Oui. La Commune prévoit une augmentation d’habitants graduelle en 15-20 ans : les futures recettes fiscales rendent le financement réaliste. Elle a déjà investi dans la culture et le sport (Prillaz, tennis, skater hockey, téléski nautique, lutte, halle de gymnastique de l’Amarante). C’est maintenant au tour du football.

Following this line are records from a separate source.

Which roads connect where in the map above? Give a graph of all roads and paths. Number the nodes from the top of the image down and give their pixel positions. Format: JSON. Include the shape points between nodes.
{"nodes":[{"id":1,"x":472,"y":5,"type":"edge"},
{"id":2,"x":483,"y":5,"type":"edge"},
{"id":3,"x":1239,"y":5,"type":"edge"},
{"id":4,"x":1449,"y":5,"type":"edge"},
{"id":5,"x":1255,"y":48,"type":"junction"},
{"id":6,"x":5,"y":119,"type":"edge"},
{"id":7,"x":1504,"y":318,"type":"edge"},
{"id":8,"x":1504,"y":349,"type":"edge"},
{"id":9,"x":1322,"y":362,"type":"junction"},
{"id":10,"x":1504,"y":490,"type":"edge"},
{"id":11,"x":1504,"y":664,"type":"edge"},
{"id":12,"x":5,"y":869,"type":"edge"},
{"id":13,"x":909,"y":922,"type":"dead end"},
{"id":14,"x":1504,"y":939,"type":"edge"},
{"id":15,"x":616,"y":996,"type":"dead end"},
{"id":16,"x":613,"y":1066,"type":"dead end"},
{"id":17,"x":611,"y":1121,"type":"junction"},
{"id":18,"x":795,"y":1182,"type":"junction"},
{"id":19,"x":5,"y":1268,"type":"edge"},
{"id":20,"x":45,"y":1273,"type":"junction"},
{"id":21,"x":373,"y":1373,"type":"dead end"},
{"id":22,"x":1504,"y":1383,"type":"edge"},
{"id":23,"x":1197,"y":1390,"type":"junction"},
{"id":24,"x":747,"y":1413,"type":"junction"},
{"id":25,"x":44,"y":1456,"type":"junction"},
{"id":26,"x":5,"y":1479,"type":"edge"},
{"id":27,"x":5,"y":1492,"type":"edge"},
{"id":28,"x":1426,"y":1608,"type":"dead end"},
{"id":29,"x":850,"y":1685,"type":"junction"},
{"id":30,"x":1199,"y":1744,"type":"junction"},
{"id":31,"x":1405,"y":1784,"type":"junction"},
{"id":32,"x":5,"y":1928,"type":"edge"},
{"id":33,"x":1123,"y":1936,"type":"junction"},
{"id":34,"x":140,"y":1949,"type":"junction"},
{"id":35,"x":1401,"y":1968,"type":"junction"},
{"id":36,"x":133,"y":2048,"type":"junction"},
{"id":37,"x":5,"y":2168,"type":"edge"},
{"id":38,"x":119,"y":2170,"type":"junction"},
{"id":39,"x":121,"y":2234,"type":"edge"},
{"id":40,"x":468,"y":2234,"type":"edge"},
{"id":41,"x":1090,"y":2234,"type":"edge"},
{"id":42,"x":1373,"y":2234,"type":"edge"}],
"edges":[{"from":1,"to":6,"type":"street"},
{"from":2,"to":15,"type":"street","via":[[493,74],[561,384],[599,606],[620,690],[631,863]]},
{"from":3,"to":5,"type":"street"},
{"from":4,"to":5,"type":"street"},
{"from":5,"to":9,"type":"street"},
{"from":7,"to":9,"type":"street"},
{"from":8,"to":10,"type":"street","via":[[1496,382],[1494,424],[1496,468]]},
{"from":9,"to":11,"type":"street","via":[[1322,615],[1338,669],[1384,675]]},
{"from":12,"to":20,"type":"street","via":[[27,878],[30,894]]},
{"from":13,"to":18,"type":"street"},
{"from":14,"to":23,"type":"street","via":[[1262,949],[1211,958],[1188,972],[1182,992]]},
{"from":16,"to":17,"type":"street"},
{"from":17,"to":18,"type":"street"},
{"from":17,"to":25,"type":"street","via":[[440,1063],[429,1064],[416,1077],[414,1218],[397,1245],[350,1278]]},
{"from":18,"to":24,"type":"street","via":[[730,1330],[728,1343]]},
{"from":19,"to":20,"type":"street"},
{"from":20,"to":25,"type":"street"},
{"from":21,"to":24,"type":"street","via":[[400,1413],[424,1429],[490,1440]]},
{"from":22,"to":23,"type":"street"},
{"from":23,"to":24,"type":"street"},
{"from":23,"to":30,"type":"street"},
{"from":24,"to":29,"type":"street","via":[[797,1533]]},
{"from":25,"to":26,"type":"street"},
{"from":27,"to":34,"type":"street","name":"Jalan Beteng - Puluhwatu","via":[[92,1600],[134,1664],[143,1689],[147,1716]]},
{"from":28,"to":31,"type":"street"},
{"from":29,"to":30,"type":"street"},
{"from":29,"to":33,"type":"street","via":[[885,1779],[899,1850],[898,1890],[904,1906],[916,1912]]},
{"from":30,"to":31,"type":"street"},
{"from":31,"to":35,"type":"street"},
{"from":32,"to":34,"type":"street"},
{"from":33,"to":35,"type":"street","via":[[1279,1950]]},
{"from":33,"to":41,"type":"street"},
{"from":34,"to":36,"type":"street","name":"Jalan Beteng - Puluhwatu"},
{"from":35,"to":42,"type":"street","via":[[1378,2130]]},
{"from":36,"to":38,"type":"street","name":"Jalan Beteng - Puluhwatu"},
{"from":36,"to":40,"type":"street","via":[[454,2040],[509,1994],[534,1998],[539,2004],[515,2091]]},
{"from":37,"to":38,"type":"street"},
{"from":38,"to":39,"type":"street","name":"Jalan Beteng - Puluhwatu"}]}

Thérèse Meyer Kaelin a été conseillère communale de 1982 à 1991 et syndique d'Estavayer-le-Lac de 1991 à 1999.
Thierry Vonlanthen
Membre du comité référendaire
Êtes-vous convaincu de la nécessité de ce projet ?
Le comité référendaire est convaincu qu’il est nécessaire que les clubs de football de la Commune disposent de suffisamment d’infrastructures de qualité, correspondant aux niveaux actuels et prévisibles des différentes équipes.
Pensez-vous que c’est le bon projet ou voyez-vous une alternative ?
Non et voici l’alternative : terrains des Grèves transformés selon les normes ASF aux dimensions de la 3e ligue et de la Challenge League, buvette et vestiaires neufs. Terrain du FC Montbrelloz entièrement rénové, Murist équipé d’éclairage et de nouveaux vestiaires. Estimation totale environ 10 millions.
Pensez-vous que ce projet est soutenable financièrement ?
De justesse pour la Commission financière. Pour nous, ce crédit exorbitant, voire surréaliste, est insoutenable pour un seul sport, car il faudra aussi financer les infrastructures d’autres sociétés locales. Soyons raisonnables et équitables ! Investissons dans l’intérêt du plus grand nombre.
FAQ du parc du "Château d'Eau"
Le projet
Le projet du parc du “Château d’Eau” prévoit la création d’infrastructures footballistiques à vocation régionale sur le site de la Maladeire, à Estavayer-le-Lac.
Il remplacera les terrains en gazon naturel de la Thiolleyres par trois terrains synthétiques et comprendra une esplanade avec buvette, salle polyvalente (environ 100 places), vestiaires et locaux techniques.
Le site sera complété par une aire de parc servant de zone tampon avec le quartier voisin, ainsi qu’une aire de biotope.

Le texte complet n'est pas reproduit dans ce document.